Turns out I wasn’t the only one. Debt.com Survey The survey found that 35% of adults have “maxed out their credit cards due to rising inflation and interest rates in recent years,” and 22% have between $10,000 and $20,000 in credit card debt, with that figure rising to 41% for millennials. Latest data from the Federal Reserve Bank of New York The average American household has about $8,000 in credit card debt.
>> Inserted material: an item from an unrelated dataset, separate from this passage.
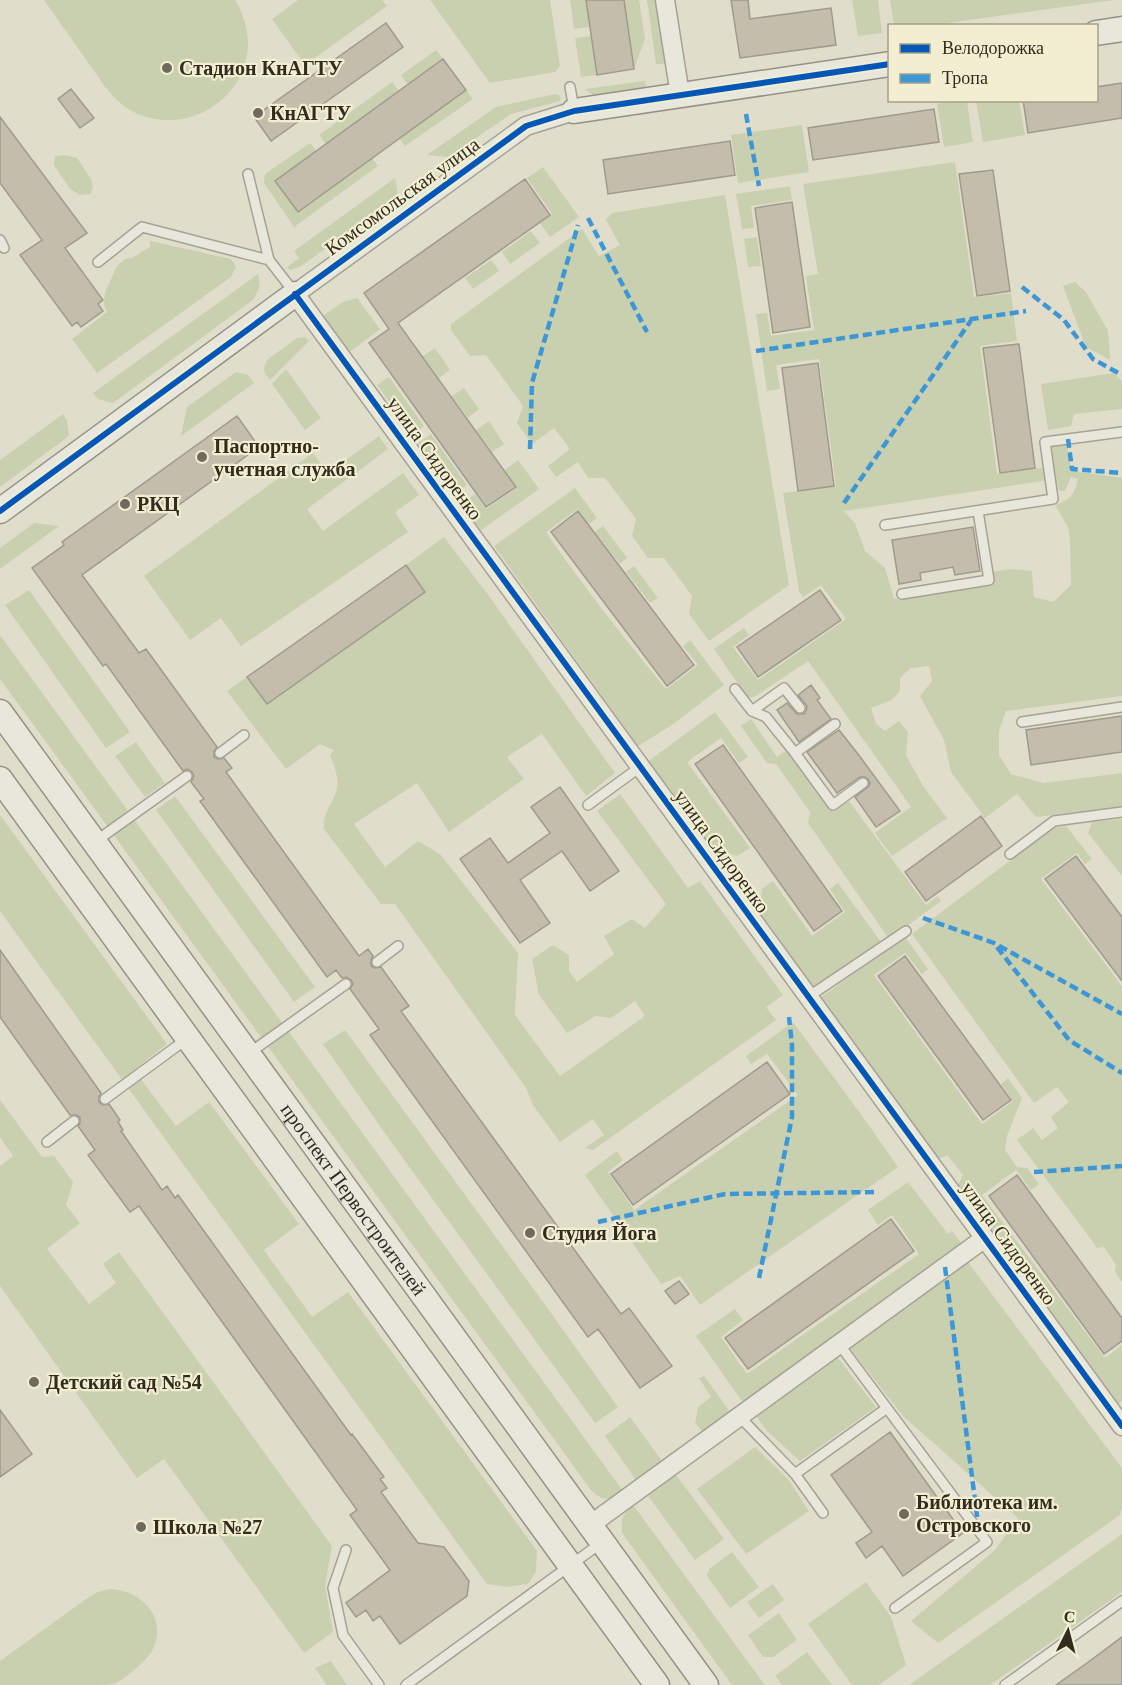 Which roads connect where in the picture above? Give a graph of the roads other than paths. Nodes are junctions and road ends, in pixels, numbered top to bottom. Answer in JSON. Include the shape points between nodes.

While personal bankruptcies are often spoken of in hushed tones, corporations often go through debt restructurings and bankruptcies without shame. Former President Donald Trump filed for corporate bankruptcy six times in connection with his casino and hotel businesses. In contrast, the concept of personal bankruptcy was one I only reluctantly considered. But I had heard positive stories from colleagues and friends about how filing bankruptcy had finally freed them from the pressure of not being able to meet their living expenses. It seemed like a much better option than never being able to retire. Still, there were risks. Would I want that on my credit report? Would it be a problem if I wanted to buy a house in the future? (Of course, if I never got out of debt in the first place, I’m unlikely to ever get to that stage.)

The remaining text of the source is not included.